DIRECTIONS: Throughout the entries below, report every line where "dead" is found.

GIVEN INFORMATION:
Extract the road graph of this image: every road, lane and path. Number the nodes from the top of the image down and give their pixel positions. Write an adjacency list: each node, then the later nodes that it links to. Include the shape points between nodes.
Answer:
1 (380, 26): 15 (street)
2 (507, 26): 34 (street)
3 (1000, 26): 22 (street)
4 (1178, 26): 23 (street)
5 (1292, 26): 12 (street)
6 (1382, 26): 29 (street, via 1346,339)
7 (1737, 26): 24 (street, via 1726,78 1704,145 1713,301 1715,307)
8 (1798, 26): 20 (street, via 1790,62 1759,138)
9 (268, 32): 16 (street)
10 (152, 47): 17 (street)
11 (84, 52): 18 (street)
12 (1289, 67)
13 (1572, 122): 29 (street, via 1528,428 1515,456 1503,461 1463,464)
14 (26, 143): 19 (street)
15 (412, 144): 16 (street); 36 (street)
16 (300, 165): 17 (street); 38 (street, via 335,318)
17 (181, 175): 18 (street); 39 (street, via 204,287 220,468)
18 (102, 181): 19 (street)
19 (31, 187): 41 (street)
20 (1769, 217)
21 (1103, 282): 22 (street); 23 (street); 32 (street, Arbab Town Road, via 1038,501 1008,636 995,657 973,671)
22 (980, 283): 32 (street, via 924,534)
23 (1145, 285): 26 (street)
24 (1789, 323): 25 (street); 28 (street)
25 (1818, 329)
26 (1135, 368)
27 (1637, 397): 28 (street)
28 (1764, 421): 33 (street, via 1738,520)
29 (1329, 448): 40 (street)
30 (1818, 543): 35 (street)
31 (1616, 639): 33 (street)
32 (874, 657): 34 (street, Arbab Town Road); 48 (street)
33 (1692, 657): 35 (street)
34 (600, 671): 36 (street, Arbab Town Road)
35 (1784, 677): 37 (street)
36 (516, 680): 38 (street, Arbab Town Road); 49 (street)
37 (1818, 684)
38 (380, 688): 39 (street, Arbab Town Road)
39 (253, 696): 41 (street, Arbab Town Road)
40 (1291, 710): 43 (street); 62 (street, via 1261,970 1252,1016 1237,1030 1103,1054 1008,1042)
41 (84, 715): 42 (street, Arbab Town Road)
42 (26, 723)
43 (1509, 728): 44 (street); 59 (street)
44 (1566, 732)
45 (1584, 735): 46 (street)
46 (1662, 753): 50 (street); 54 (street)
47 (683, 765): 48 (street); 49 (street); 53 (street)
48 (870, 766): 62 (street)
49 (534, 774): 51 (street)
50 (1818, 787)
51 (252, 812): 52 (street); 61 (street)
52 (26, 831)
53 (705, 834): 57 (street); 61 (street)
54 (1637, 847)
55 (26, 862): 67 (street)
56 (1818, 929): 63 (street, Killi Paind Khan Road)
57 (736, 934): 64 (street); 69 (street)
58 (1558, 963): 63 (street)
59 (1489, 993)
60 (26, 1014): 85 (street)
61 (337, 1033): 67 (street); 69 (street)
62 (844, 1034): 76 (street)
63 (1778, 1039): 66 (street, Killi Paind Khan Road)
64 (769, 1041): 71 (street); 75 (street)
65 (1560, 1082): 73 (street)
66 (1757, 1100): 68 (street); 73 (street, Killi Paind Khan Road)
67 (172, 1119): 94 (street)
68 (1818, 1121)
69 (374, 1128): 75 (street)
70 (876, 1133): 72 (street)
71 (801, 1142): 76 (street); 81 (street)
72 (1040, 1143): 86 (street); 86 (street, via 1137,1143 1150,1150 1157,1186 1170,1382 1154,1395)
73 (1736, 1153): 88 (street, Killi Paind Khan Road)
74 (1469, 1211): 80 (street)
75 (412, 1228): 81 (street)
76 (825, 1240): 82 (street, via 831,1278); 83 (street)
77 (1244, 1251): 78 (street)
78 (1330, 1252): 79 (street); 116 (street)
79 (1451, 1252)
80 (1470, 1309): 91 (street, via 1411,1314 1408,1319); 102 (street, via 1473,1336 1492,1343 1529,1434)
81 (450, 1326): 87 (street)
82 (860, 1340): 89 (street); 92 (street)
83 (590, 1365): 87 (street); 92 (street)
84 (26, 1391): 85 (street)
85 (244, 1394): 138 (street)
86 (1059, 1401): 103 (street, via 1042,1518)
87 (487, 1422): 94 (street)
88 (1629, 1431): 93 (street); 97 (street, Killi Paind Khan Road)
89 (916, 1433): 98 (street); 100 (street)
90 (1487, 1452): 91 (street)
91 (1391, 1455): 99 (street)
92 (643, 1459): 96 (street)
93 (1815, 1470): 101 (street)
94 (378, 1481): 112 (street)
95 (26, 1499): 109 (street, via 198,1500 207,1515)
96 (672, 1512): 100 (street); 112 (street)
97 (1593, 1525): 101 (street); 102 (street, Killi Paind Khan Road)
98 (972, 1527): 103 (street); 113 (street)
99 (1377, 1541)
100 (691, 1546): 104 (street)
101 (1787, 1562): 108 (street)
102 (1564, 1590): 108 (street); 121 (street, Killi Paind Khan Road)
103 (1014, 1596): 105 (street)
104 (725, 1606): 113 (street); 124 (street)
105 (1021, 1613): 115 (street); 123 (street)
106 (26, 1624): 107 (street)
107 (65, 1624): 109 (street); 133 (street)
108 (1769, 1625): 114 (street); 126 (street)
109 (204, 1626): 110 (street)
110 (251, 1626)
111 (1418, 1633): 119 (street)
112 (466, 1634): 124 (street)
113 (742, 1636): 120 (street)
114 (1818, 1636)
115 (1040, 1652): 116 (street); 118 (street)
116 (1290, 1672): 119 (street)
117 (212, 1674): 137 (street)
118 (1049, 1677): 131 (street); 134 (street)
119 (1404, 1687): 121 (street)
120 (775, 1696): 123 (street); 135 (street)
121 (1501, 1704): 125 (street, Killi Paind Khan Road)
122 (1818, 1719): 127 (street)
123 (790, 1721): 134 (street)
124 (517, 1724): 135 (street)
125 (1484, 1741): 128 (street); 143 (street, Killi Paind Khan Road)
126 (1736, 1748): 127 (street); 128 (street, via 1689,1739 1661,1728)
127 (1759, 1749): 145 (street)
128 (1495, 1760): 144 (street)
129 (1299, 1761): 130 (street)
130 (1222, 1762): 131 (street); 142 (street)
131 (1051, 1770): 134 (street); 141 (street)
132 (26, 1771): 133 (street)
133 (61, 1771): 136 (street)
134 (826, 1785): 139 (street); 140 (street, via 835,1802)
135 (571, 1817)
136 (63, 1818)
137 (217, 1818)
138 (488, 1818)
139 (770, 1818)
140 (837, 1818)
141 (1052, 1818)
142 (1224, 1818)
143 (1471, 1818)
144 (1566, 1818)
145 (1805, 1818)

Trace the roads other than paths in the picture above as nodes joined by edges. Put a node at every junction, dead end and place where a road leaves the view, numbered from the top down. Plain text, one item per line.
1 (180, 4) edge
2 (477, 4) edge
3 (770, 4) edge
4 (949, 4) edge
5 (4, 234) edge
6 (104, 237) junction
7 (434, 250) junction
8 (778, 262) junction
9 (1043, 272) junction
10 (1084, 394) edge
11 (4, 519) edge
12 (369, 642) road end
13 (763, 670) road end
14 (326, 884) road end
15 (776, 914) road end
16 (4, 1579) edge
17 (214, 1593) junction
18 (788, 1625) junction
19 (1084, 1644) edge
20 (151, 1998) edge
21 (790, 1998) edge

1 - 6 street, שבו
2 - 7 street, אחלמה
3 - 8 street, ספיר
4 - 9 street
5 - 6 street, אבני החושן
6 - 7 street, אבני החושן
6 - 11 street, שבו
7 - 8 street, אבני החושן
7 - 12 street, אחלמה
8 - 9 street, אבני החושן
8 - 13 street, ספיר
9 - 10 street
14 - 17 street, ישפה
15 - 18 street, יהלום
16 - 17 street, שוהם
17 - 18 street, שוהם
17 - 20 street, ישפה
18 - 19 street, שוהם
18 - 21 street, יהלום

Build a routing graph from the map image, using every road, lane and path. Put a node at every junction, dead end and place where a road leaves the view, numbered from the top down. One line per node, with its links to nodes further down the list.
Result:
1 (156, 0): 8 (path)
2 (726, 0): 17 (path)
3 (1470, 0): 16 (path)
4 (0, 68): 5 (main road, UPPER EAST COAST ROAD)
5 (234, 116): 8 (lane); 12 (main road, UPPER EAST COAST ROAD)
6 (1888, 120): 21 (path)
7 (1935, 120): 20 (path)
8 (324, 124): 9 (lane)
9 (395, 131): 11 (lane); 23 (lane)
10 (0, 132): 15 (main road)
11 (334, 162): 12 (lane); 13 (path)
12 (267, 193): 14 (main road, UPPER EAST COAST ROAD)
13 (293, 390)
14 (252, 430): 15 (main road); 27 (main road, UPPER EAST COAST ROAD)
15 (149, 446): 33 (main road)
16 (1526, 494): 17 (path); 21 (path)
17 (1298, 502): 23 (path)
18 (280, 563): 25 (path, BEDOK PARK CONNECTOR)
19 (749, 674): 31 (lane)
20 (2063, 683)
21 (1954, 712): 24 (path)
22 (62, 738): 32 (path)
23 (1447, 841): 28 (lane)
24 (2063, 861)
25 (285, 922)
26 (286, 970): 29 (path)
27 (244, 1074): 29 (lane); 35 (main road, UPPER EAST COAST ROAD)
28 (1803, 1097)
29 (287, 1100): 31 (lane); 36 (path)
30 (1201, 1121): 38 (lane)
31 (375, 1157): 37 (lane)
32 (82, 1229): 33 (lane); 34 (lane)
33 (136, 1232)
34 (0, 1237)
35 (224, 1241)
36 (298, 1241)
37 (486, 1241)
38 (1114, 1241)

RESPONSE:
Trace the roads other than paths in the picture above as nodes joined by edges. Put a node at every junction, dead end and place where a road leaves the view, numbered from the top down. Plain text, one item per line.
Build a routing graph from the map image, using every road, lane and path. Put a node at every junction, dead end and place where a road leaves the view, numbered from the top down. One line per node, with its links to nodes further down the list.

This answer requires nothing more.